What this task involves → Every line below that holds the string "Palomino" should be copied.

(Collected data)
────────────────────────────────────────

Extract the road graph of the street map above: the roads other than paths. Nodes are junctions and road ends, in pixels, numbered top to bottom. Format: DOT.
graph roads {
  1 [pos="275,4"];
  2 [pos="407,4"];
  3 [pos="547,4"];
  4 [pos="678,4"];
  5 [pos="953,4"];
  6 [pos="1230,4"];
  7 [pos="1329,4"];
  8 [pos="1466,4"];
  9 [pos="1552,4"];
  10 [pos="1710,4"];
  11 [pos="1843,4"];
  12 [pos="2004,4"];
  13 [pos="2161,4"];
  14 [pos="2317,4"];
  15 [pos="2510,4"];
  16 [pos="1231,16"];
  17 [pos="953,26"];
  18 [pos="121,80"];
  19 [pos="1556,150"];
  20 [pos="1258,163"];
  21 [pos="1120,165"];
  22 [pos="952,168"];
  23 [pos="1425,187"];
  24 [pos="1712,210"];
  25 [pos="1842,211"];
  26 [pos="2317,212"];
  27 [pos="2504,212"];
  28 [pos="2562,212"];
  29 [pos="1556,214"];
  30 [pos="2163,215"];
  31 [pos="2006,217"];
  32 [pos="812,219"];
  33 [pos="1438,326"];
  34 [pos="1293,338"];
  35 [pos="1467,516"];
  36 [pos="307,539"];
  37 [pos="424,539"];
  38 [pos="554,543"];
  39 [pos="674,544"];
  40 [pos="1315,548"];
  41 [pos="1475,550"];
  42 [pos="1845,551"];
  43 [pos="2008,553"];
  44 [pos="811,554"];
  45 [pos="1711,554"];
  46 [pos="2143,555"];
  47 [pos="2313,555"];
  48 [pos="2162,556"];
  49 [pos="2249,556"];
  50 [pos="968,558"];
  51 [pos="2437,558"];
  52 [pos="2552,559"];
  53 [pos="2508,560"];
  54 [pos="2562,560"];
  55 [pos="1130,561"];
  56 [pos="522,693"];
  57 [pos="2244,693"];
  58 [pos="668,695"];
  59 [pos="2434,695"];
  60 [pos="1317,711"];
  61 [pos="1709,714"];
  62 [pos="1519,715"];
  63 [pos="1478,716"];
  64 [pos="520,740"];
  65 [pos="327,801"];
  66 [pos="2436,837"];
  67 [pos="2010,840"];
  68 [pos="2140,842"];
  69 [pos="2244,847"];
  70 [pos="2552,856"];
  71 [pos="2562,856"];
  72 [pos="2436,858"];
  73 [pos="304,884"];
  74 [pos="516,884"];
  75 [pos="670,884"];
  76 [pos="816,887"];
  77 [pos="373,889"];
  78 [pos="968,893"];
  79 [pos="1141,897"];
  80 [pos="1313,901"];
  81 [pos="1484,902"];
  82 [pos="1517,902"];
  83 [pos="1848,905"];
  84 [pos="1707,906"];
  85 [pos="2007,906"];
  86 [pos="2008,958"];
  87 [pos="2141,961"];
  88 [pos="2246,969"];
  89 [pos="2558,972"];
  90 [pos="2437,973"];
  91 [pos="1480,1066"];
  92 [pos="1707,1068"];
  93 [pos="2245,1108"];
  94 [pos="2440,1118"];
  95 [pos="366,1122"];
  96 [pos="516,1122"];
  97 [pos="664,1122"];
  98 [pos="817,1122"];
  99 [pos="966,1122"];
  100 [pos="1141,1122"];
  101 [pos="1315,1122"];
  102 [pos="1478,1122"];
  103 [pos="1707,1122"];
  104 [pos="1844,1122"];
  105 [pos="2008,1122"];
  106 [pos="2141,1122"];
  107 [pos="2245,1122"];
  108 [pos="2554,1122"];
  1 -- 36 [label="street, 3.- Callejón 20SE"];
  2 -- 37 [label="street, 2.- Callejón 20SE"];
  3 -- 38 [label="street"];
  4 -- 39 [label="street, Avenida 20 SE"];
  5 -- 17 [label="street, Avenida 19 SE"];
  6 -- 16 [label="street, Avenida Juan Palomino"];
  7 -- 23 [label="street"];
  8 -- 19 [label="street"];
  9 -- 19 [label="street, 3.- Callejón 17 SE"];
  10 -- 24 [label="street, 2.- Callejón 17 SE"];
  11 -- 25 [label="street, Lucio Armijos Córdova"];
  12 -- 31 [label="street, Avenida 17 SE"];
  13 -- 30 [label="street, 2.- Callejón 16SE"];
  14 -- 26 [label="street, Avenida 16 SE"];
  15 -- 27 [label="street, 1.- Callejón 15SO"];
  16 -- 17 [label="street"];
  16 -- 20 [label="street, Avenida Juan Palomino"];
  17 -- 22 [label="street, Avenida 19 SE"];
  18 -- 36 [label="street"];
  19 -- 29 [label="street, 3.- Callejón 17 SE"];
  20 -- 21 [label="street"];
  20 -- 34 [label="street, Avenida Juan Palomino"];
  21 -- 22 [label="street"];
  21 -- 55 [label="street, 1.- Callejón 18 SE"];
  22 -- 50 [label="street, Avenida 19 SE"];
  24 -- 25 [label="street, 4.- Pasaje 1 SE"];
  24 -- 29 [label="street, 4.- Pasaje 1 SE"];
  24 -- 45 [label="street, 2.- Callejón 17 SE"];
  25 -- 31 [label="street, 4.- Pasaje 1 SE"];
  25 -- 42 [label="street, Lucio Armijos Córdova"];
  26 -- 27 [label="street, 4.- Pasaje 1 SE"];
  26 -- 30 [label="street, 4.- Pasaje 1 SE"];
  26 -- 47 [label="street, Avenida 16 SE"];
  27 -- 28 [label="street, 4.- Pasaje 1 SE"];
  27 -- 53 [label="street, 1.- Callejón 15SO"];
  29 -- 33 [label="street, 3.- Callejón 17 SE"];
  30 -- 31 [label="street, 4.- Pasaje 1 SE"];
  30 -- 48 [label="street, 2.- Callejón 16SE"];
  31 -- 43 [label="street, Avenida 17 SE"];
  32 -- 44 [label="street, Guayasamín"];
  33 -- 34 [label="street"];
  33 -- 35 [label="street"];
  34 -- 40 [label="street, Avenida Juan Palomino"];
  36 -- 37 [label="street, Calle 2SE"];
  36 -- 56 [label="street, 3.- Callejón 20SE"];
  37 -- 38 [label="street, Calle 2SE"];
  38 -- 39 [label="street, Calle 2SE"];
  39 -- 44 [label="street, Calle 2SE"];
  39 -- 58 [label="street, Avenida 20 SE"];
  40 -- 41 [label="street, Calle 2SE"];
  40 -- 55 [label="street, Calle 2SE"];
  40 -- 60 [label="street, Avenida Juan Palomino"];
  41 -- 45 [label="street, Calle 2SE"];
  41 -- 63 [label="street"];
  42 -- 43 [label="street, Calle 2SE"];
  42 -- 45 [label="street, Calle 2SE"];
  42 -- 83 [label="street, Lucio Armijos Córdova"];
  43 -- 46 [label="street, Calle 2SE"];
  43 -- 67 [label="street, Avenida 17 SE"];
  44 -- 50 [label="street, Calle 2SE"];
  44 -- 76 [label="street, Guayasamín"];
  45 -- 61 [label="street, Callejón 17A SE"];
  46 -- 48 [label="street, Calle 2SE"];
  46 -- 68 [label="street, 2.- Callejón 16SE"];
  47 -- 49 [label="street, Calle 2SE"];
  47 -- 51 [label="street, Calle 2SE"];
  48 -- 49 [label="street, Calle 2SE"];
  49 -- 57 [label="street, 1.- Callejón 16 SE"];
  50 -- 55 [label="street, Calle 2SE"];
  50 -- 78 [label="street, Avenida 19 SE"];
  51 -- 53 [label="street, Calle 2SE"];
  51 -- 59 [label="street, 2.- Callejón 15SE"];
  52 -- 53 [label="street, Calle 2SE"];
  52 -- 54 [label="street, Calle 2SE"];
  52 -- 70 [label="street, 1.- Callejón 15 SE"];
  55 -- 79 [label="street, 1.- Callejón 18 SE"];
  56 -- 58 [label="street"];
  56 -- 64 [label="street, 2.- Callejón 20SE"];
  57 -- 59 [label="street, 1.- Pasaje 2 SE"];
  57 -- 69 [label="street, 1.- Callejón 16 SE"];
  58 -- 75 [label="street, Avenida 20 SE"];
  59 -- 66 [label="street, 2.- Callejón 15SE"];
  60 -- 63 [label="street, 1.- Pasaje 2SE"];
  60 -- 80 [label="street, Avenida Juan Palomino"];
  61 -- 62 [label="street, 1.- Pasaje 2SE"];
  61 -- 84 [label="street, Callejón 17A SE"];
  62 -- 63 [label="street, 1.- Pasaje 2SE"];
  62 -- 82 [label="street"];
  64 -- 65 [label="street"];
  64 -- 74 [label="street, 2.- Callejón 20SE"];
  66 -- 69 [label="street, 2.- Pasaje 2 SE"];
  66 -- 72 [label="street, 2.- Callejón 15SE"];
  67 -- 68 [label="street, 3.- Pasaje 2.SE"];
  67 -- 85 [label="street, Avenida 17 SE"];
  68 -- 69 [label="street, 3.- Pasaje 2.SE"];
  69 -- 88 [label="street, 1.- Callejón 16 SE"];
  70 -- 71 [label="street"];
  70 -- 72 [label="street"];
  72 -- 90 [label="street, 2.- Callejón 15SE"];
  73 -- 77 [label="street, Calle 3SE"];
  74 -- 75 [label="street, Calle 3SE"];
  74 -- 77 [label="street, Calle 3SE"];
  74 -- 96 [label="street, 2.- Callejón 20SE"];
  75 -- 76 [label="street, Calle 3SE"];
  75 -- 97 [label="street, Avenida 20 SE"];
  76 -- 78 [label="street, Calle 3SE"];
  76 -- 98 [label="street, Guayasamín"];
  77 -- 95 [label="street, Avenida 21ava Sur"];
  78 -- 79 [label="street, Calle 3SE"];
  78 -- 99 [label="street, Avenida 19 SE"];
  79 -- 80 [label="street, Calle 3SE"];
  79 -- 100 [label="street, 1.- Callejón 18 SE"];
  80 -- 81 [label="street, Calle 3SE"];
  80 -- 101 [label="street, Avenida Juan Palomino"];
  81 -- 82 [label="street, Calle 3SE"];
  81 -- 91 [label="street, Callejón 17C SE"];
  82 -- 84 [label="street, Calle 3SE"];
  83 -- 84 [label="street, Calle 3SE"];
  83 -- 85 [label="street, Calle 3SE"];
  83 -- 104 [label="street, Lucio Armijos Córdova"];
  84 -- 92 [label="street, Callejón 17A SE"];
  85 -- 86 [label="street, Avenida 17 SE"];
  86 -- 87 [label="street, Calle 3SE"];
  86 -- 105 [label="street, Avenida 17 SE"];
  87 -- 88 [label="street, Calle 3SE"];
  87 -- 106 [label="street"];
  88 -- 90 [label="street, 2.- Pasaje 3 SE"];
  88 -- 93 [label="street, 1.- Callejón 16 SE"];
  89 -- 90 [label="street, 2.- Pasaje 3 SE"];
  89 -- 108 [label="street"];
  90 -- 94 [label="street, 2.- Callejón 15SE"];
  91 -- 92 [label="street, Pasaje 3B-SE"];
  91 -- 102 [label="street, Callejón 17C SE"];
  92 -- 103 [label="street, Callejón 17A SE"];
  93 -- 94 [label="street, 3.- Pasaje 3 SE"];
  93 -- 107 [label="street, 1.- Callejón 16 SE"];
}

────────────────────────────────────────

Task solution →
  6 -- 16 [label="street, Avenida Juan Palomino"];
  16 -- 20 [label="street, Avenida Juan Palomino"];
  20 -- 34 [label="street, Avenida Juan Palomino"];
  34 -- 40 [label="street, Avenida Juan Palomino"];
  40 -- 60 [label="street, Avenida Juan Palomino"];
  60 -- 80 [label="street, Avenida Juan Palomino"];
  80 -- 101 [label="street, Avenida Juan Palomino"];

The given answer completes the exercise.